To add a key use the update method of the header. This method will add a keyword if that is not present, and will modify the value of the keyword if it is present.

>>> header_table.has_key('avg1')
False
>>> header_table.update('AVG1', 23.0, "Avg in BOX1")
>>> header_table['avg1']
23.0
>>> header_table.ascardlist()['avg1']
AVG1    =                 23.0 / Average in BOX1   

The methods, add_comment, add_history and add_blank can be used to insert COMMENT, HISTORY and blank keywords, while the get_comment and get_history methods will retrieve a list of COMMENT and HISTORY keywords in the header. One can use the syntax header['COMMENT'] to get the value of a comment, but since a FITS header can contain more than 1 COMMENT and HISTORY keywords, this will only return the first such keyword. The methods to add the above keywords also allow one to specify where the keywords must be inserted.

The code

>>> header_table.add_comment("A new comment", before="median")

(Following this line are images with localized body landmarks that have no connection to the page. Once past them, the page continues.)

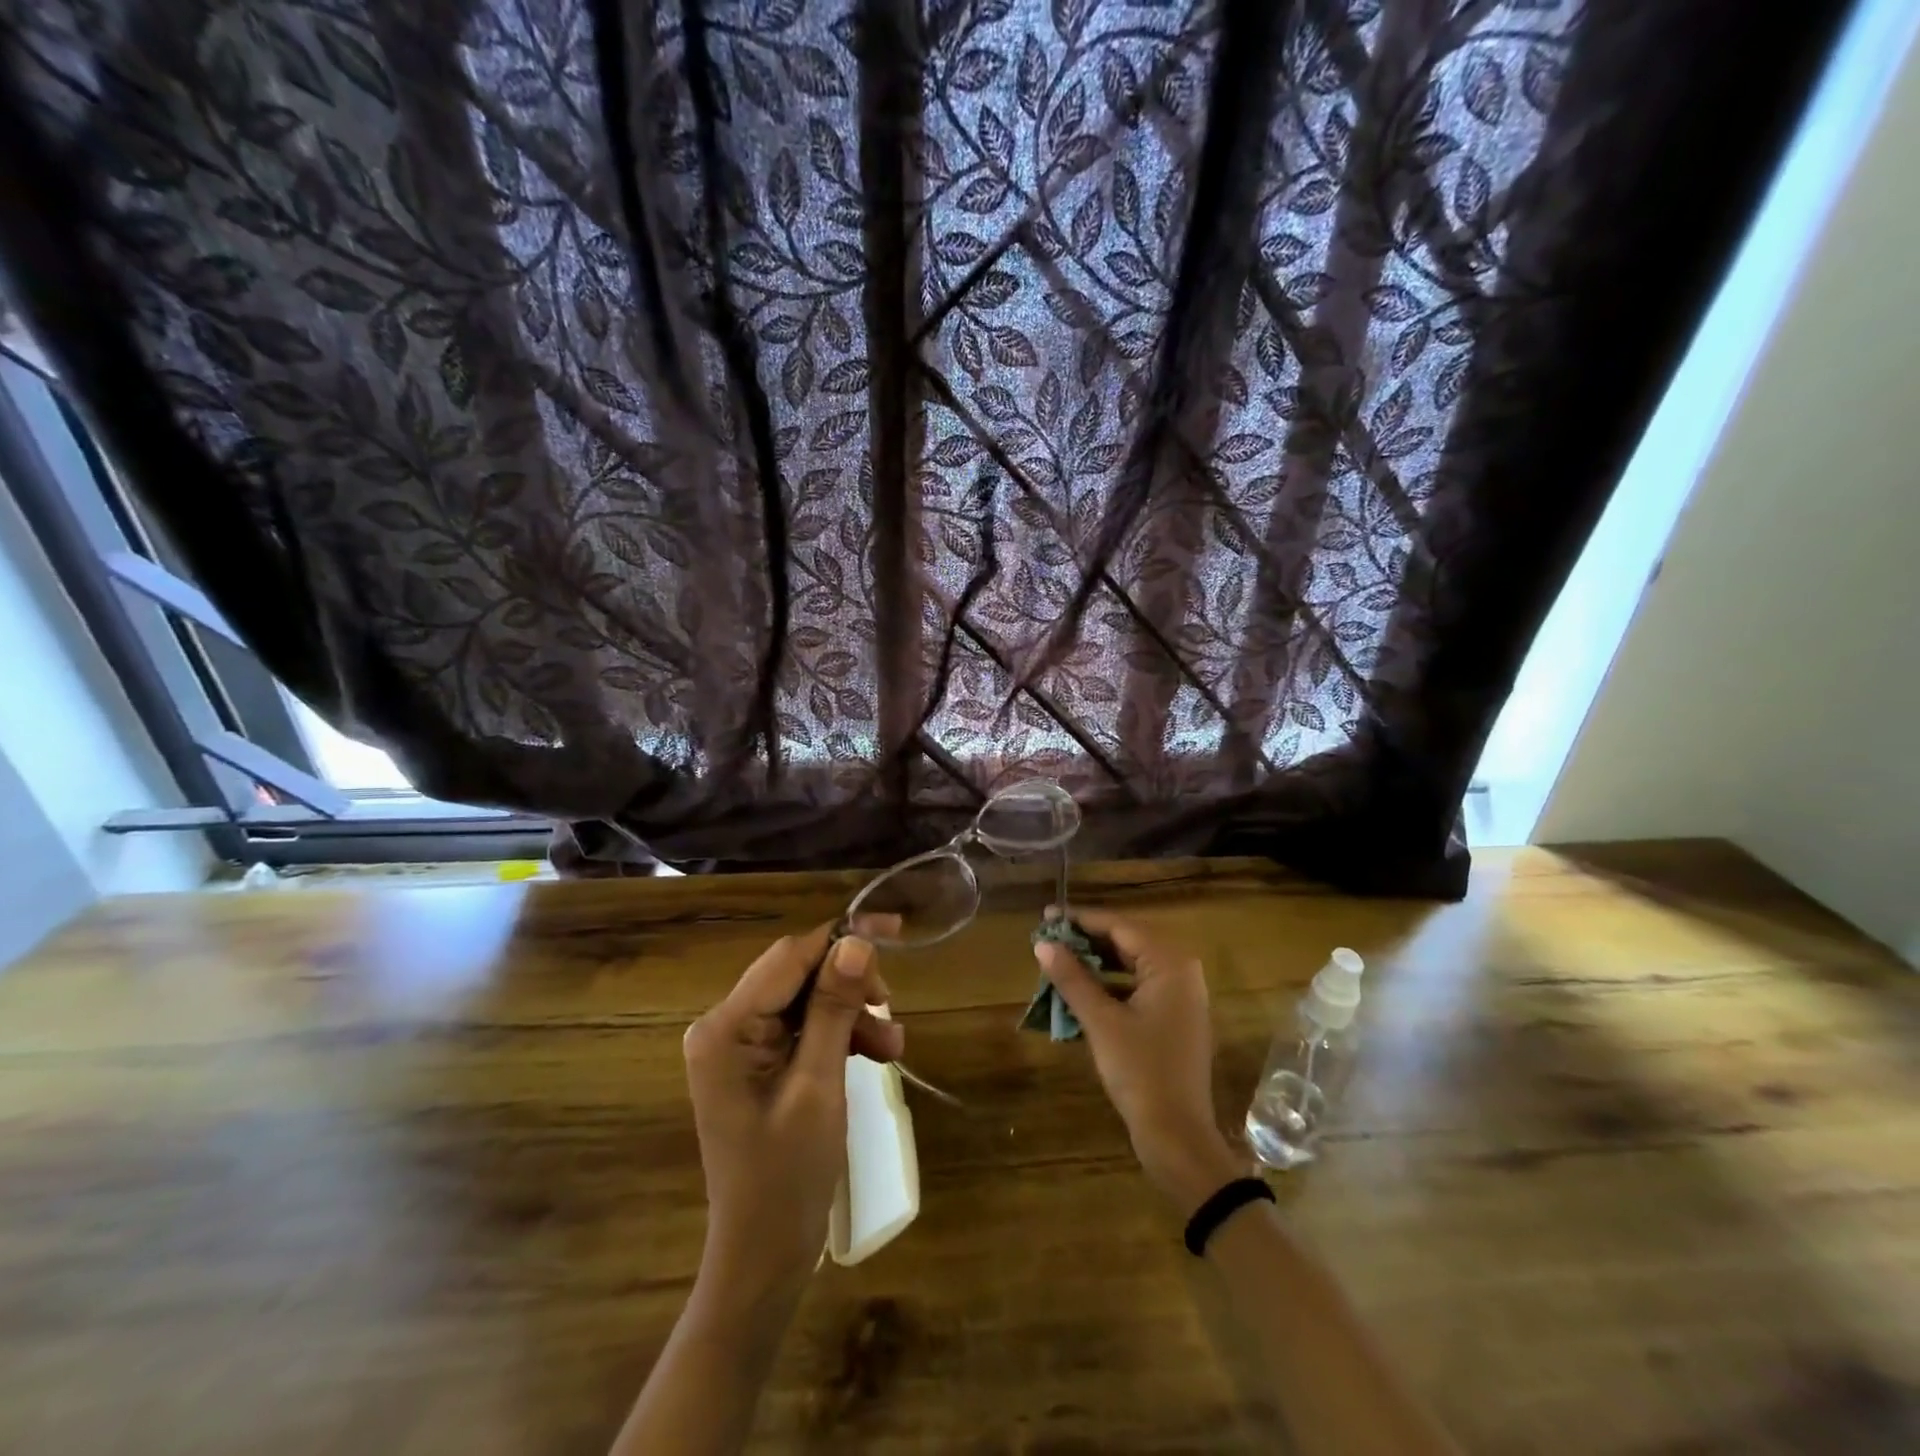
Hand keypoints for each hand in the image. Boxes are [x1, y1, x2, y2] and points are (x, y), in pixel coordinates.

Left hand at [682, 925, 902, 1314]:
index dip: (842, 938)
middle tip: (893, 1007)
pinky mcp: (757, 1063)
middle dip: (850, 985)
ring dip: (851, 1014)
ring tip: (893, 1047)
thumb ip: (834, 1008)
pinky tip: (875, 1055)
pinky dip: (841, 1035)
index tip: (895, 930)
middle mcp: (725, 1026)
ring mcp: (739, 1045)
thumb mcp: (819, 1086)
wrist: (763, 1257)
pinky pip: (804, 1028)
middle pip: (797, 975)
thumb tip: (857, 941)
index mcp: (726, 1028)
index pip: (789, 957)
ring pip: (806, 1000)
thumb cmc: (787, 1177)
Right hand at [1035, 908, 1241, 1210]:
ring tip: (1058, 961)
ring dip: (1095, 964)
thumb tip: (1043, 944)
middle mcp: (1181, 972)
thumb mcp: (1101, 1021)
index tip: (1047, 916)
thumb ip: (1072, 978)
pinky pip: (1137, 988)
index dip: (1081, 919)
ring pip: (1131, 966)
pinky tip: (1080, 992)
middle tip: (1048, 937)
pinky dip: (1109, 986)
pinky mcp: (1174, 1018)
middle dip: (1087, 940)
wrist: (1177, 1136)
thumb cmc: (1141, 1071)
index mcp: (1170, 964)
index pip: (1119, 927)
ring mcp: (1180, 997)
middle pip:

will insert a COMMENT key, just before the key MEDIAN. There is a keyword parameter, after, to do the insertion after a specified keyword.

To create a new FITS file with some data and header information we can use the writeto function, providing it with a filename, some data and a header.

>>> pyfits.writeto(filename, data, header)

Example:

>>> pyfits.writeto("WFPC_copy_page_3.fits", data_copy_page_3)

Since a header was not provided, a minimal header will be inserted into the file.

The function append can be used to append an HDU to an already existing FITS file.

>>> pyfits.append(filename, data, header)

The data and header provided will be appended as an HDU extension to the FITS file represented by filename.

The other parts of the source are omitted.